Sorry for starting a new thread; I had subscribed to digest instead of
individual e-mails.
> You should really upgrade to 1.0.2.
Completed.
radiusd: FreeRADIUS Version 1.0.2, for host , built on May 13 2005 at
09:43:36 (updated from 0.9.3)
Now I get the line I had not been seeing!
huntgroups: Matched wireless at 56
PROBLEMS:
1. Reply to a "wireless" NAS has the 'Dialup_Default' attributes/values
(specifically "Session-Timeout := 14400") instead of 'Wireless_Default'
atttibutes/values (specifically "Session-Timeout := 0") for a user who is
part of both the "Wireless_Default" and "Dialup_Default" groups.

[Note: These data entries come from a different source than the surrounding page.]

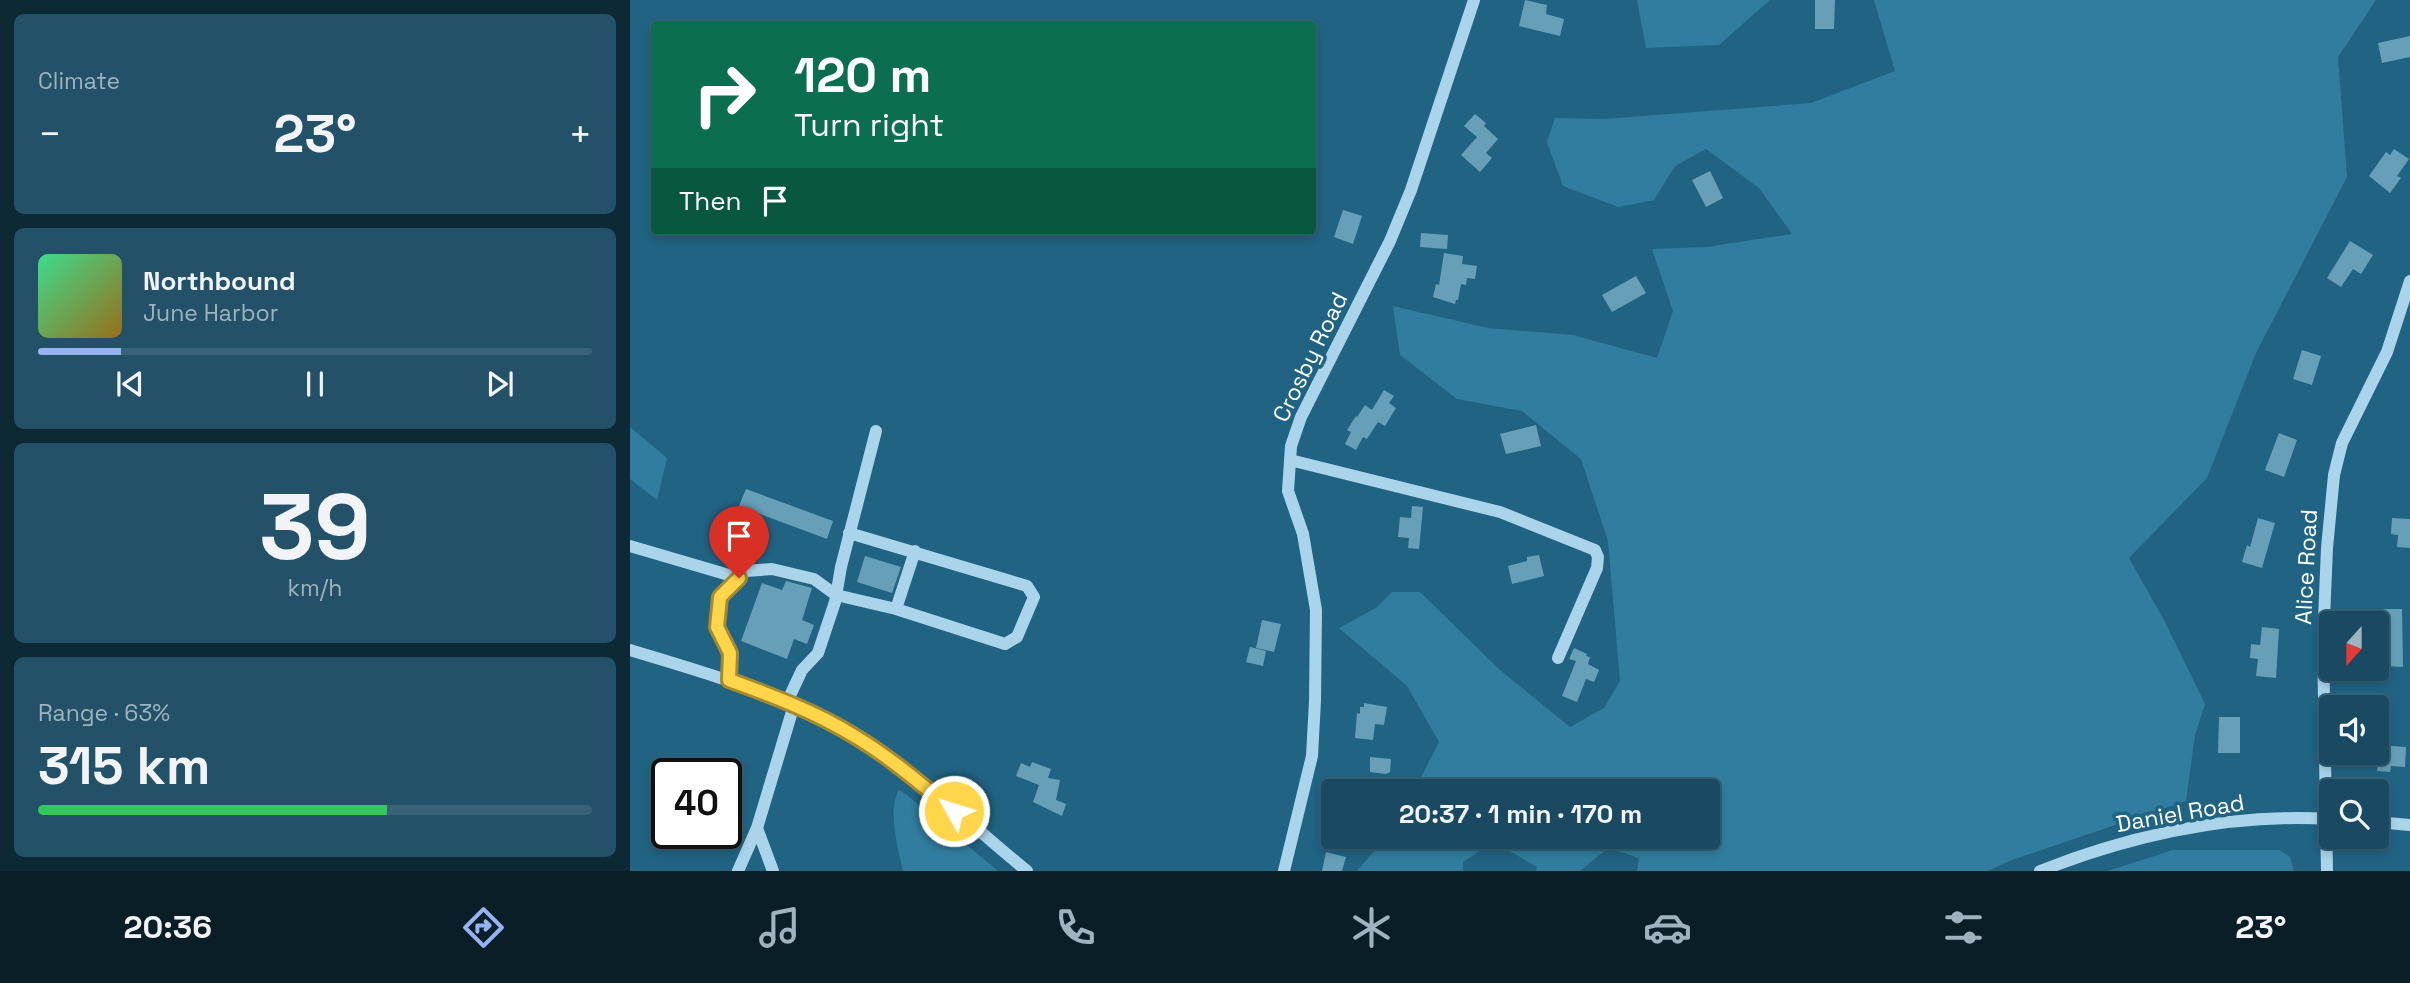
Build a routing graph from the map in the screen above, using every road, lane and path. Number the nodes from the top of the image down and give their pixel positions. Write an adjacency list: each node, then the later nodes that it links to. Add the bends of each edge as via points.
1 (1475, 0): 4 (street, Crosby Road, via 1408,198 1301,417)
2 (2410, 281): 15 (street, Alice Road, via 2387,352 2342,443 2334,475 2323,643)
3 (876, 431): 5 (street)
4 (1290, 460): 12 (street, via 1500,512 1595,550 1597,568); 24 (street, Crosby Road, via 1288,491 1303,534 1316,610 1315,701 1312,756)
5 (849, 533): 7 (street); 9 (street)
6 (630, 546): 8 (street)
7 (915, 551): 10 (street); 10 (street, via 1027,586 1034,597 1017,637 1004,644)
8 (739, 578): 9 (street, via 746,571 772,569 814,579); 13 (street, via 720,597 717,627 730,653)
9 (836, 595): 10 (street); 14 (street, via 818,653 802,670)
10 (896, 609)
11 (630, 650): 13 (street)
12 (1558, 658)
13 (729, 680): 14 (street)
14 (791, 703): 19 (street); 23 (street, via 886,757)
15 (2328, 779)
16 (2319, 819): 25 (street, Daniel Road, via 2274,818 2170,831 2119,843)
17 (2389, 823): 18 (street)
18 (2410, 825)
19 (757, 828): 21 (street); 22 (street)
20 (2328, 849): 26 (street, Alice Road)
21 (738, 871)
22 (773, 871)
23 (1027, 871)
24 (1284, 871)
25 (2040, 871)
26 (2327, 871)

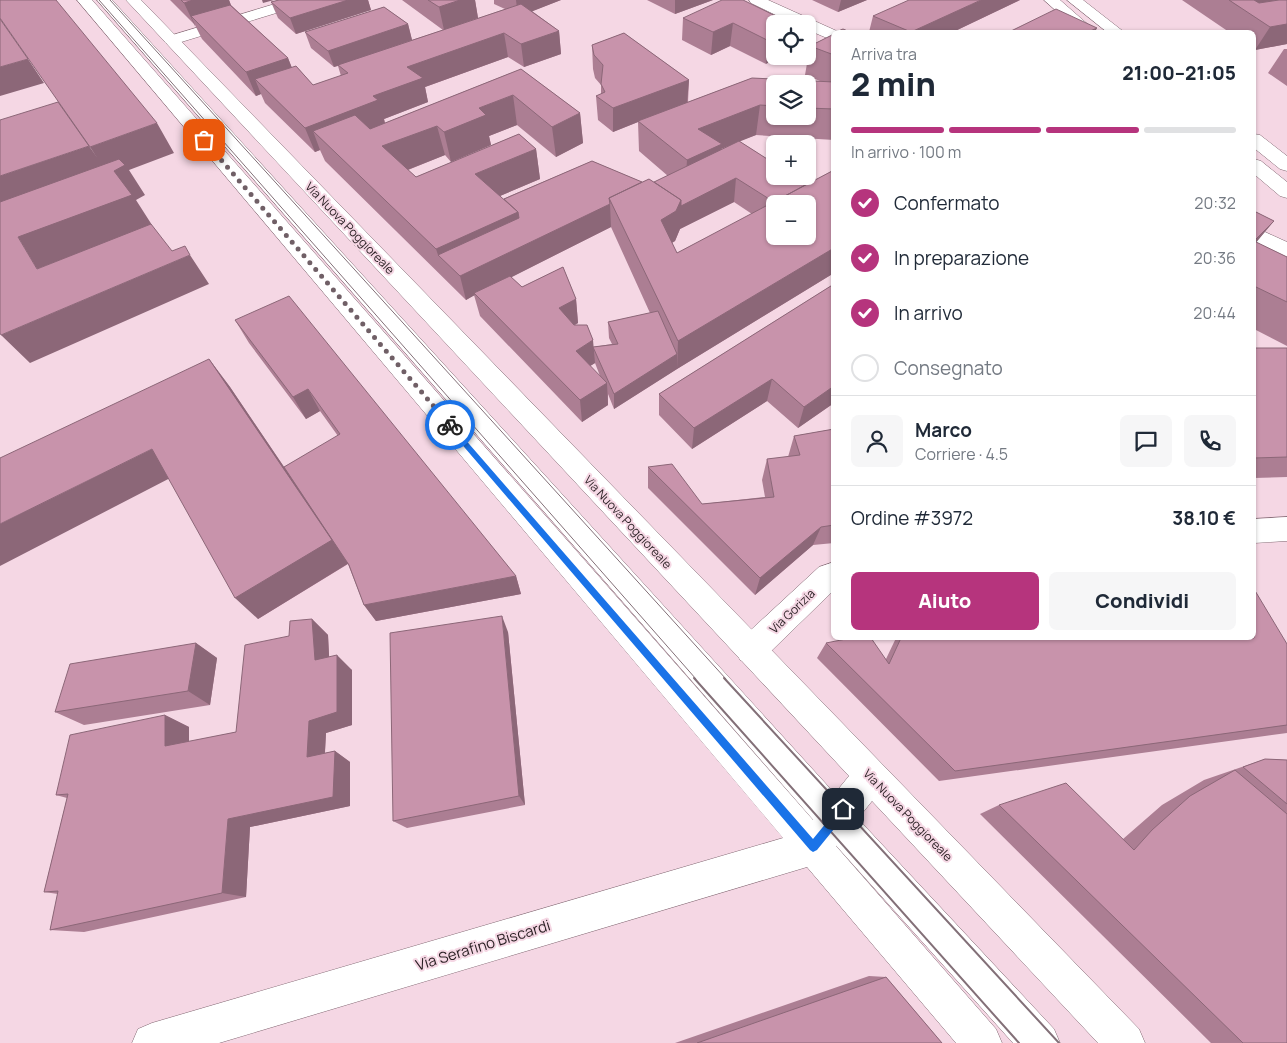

2. Reply to a "dialup" NAS is "Accept" for a user who is a member of only
the "Wireless_Default" group. That should be "reject". The
"Wireless_Default" attribute/values (specifically "Session-Timeout := 0")
are returned.
> How do you define those customers?
select * from radgroupcheck;
+----+-------------------+------------------+----+----------+
| id | GroupName | Attribute | op | Value |
+----+-------------------+------------------+----+----------+
| 15 | DialUp_Default | Simultaneous-Use | := | 1 |
| 6 | EmailOnly_Default | Auth-Type | := | Reject |
| 7 | EmailOnly_Default | Simultaneous-Use | := | 0 |
| 8 | LockOut_Billing | Auth-Type | := | Reject |
| 9 | LockOut_Billing | Simultaneous-Use | := | 0 |
| 14 | Wireless_Default | Simultaneous-Use | := | 1 |
| 11 | Virus_Lockout | Auth-Type | := | Reject |
| 24 | Wireless_Default | Huntgroup-Name | == | wireless |
+----+-------------------+------------------+----+----------+
select * from radgroupreply;
+----+-------------------+--------------------+----+--------------------------------------------------------+------+
| id | GroupName | Attribute | op | Value
| prio |
+----+-------------------+--------------------+----+--------------------------------------------------------+------+
| 16 | DialUp_Default | Session-Timeout | := | 14400
| 0 |
| 15 | DialUp_Default | Service-Type | := | Framed-User
| 0 |
| 14 | DialUp_Default | Framed-Compression | := | Van-Jacobsen-TCP-IP
| 0 |
| 13 | DialUp_Default | Framed-MTU | := | 1500
| 0 |
| 12 | DialUp_Default | Framed-IP-Address | := | 255.255.255.254
| 0 |
| 23 | EmailOnly_Default | Reply-Message | = | "Email only accounts
may not dial up." | 0 |
| 11 | DialUp_Default | Framed-Protocol | := | PPP
| 0 |
| 25 | LockOut_Billing | Reply-Message | = | This account has been
suspended due to billing issues. | 0 |
| 27 | Virus_Lockout | Reply-Message | = | Account suspended for
virus-spam complaints | 0 |
| 31 | Wireless_Default | Framed-Protocol | := | PPP
| 0 |
| 32 | Wireless_Default | Framed-IP-Address | := | 255.255.255.254
| 0 |
| 33 | Wireless_Default | Framed-MTU | := | 1500
| 0 |
| 34 | Wireless_Default | Framed-Compression | := | Van-Jacobsen-TCP-IP
| 0 |
| 35 | Wireless_Default | Service-Type | := | Framed-User
| 0 |
| 36 | Wireless_Default | Session-Timeout | := | 0
| 0 |
| 37 | Wireless_Default | Port-Limit | := | 1
| 0 |
| 17 | DialUp_Default | Idle-Timeout | := | 1200
| 0 |
| 18 | DialUp_Default | Port-Limit | := | 1
| 0 |
+----+-------------------+--------------------+----+--------------------------------------------------------+------+
select * from usergroup where UserName='ME';
+------+----------+------------------+----------------+
| id | UserName | GroupName | LastMod |
+------+----------+------------------+----------------+
| 6522 | ME | DialUp_Default | 20050511100844 |
| 6523 | ME | Wireless_Default | 20050511100915 |
+------+----------+------------------+----------------+
> See the FAQ, you can do group checking via Unix groups. See also
> rlm_passwd in 1.0.2, for non-Unix group checks.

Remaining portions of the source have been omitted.